The whole Weinstein situation is bizarre. Who’d do such a thing?
After hopping from Sao Polo to London to Mumbai, all in a span of a week, Will Smith knows a thing or two about combatting jet lag.
At the cozy conference room of the St.Regis in Mumbai’s downtown area, the Independence Day actor looks dapper, his face and demeanour revealing no hints of a tedious transatlantic journey, part of the press tour of his upcoming Netflix film.
What I’ll tell you about jet lag is ― don’t fight it. Just sleep, even if it’s in the middle of the day and you’ll be fine, he says rubbing his face. This glow, this is all thanks to fruits and berries, he says, laughing emphatically at his own Dad joke. No, seriously, I got a good rest yesterday. That’s the trick.
Smith is in Mumbai to attend the Indian premiere of Bright, a fantasy crime thriller, directed by David Ayer (Suicide Squad, End of Watch). The film is set in a futuristic era, where humans live along with creatures such as Orcs, Elves, and Brights. There is a mysterious Dark Lord (it’s not like we’re hinting at Donald Trump or anything Smith jokes), whose rise could lead to imminent disaster and whose resurrection, aided by the sinister Leilah (a woefully underused Noomi Rapace) must be prevented by Smith and his partner, Joel Edgerton’s Nick Jackoby, an Orc.
Although largely comedic in its treatment, the film’s racial undertones are fairly evident and it’s fascinating to see a Black actor play a racist cop to Orcs, a marginalized race in the film’s universe. To examine racism through the lens of the perpetuator and not victim, would’ve given Smith an insight he otherwise wouldn’t have been familiar with.
It was such an interesting flip, Smith tells the gathered journalists, pausing for a few seconds. It gave me room to explore the idea from a different angle. It just familiarised me with the psychological perspective of superiority, Smith says.
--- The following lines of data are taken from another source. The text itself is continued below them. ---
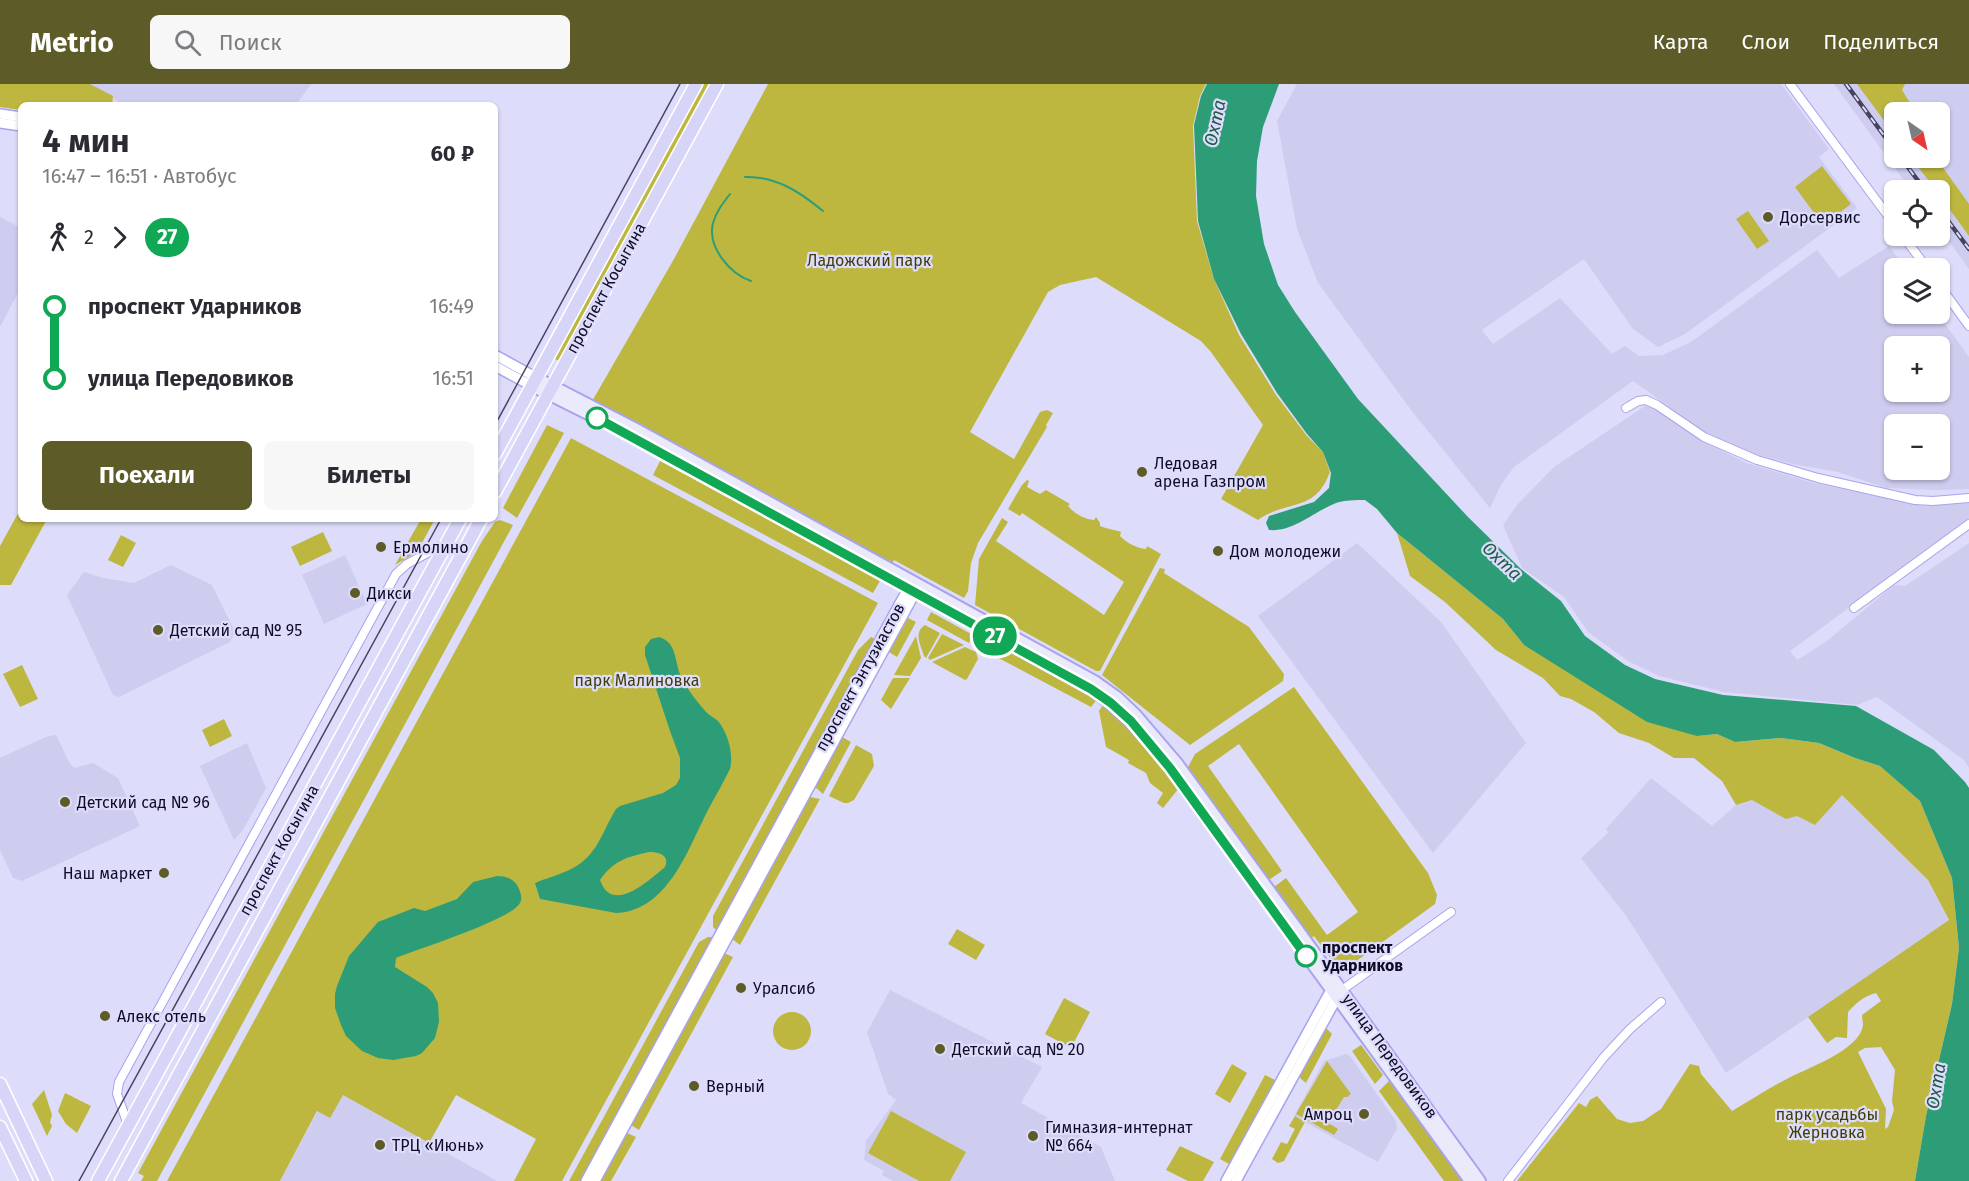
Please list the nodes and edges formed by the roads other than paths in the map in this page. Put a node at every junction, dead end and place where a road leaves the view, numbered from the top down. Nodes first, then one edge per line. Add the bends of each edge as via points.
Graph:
1 (696, 84) edge
2 (717, 84) edge
3 (1790, 84) edge
4 (0, 114) edge
5 (18, 117) edge
6 (0, 123) edge
7 (18, 126) edge
8 (1884, 211) edge
9 (1950, 300) edge
10 (1969, 326) edge
11 (498, 357) edge
12 (498, 367) edge
13 (534, 382) junction
14 (551, 390) junction
15 (1626, 408) dead end
16 (498, 448) edge
17 (498, 487) edge
18 (1969, 498) edge
19 (458, 522) edge
20 (479, 522) edge
21 (1969, 524) edge
22 (447, 542) junction
23 (913, 588) junction
24 (1854, 608) dead end
25 (1451, 912) dead end
26 (1336, 993) junction
27 (1661, 1002) dead end
28 (0, 1084) edge
29 (128, 1125) junction
30 (0, 1127) edge
31 (26, 1181) edge
32 (46, 1181) edge
33 (98, 1181) edge
34 (122, 1181) edge
35 (586, 1181) edge
36 (595, 1181) edge
37 (1226, 1181) edge
38 (1236, 1181) edge
39 (1470, 1181) edge
40 (1480, 1181) edge
41 (1508, 1181) edge

1 - 13 main road, проспект Косыгина
2 - 14 main road, проспект Косыгина
3 - 8 street
4 - 5 street
6 - 7 street
9 - 10 street
11 - 13 street, улица Передовиков
12 - 13 street, улица Передовиков
13 - 14 main road, улица Передовиков
13 - 16 main road, проспект Косыгина
14 - 17 main road, проспект Косыгина
14 - 23 main road, улица Передовиков via 646,434
15 - 18 street via 1646,400 1726,447 1818,478 1916,500
19 - 22 main road, проспект Косыгина
20 - 34 main road, проспект Косыгина
21 - 24 street
22 - 29 main road, проспект Косыгина
22 - 29 street via 396,574 119,1082 117,1094
23 - 26 main road, улица Передовиков via 1096,682 1136,715 1182,770
23 - 35 street, проспект Энтузиастов
23 - 36 street, проспект Энтузиастов
25 - 26 street
26 - 37 street
26 - 38 street
26 - 39 main road, улица Передовиков
26 - 40 main road, улица Передовиков
27 - 41 street via 1604,1057
28 - 32 main road
29 - 33 main road, проспект Косыгина
30 - 31 main road

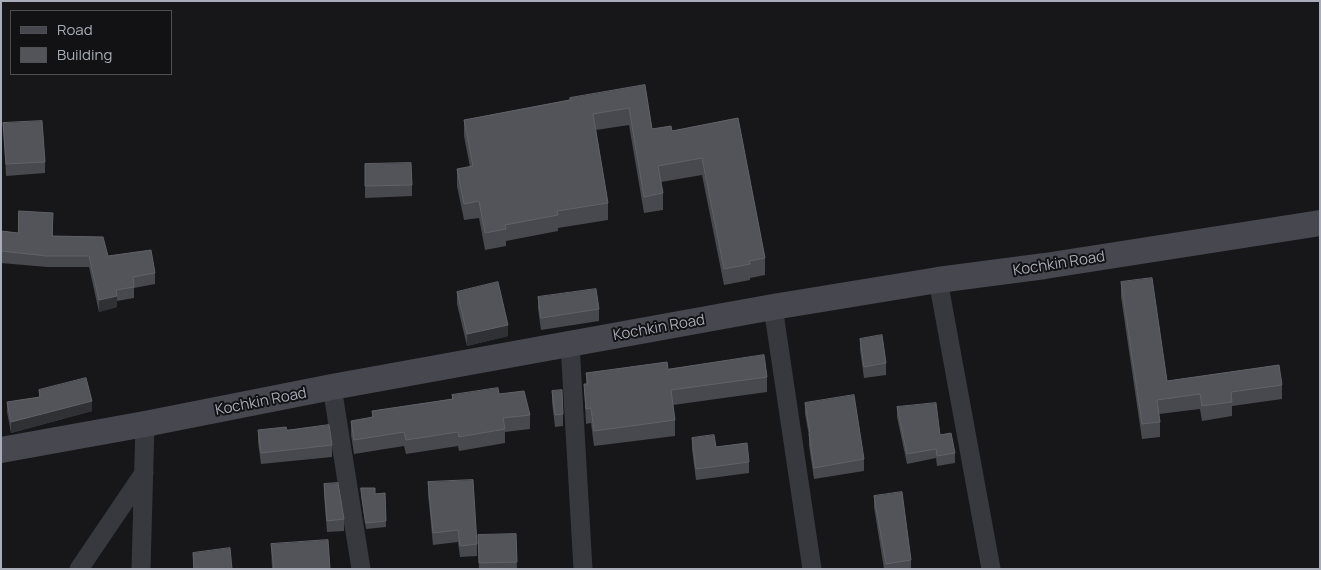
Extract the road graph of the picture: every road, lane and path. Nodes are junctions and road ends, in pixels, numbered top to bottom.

It also gave me a window into the constant struggle of comparative superiority. Everybody wants to feel better than somebody else. Even a fight against racism is laced with the individual need to feel superior to somebody else. Both sides want to win and it can only come at the cost of making someone feel inferior.
It’s unlikely that a film as expensive ($90 million) and as R-Rated as Bright would have found a home in the legacy studios. Both director David Ayer and Smith have spoken about how it wouldn’t be possible to make the film the way it has been made, with a traditional Hollywood studio.
Smith also acknowledges the role of technology in enabling racial inclusivity. However, he’s gotten a bit weary of the way the term ‘diversity’ has been bastardized.
He thinks the very sound of the term feels like a threat to white male actors, who perhaps believe that having a ‘diverse’ cast would mean having acting jobs for everyone other than them.
For the first time, I understood, the negative reaction to the word diversity. We say diversity as if we mean equality. Diversity means ‘I’m gonna use this term for me to get higher than you.’ When a white male actor hears the word diversity, he thinks it means, ‘hire anybody but a white male.’ It’s almost threatening to them. It’s only after playing this character, who is racist, did I realize the complicated struggle of racial superiority, he says.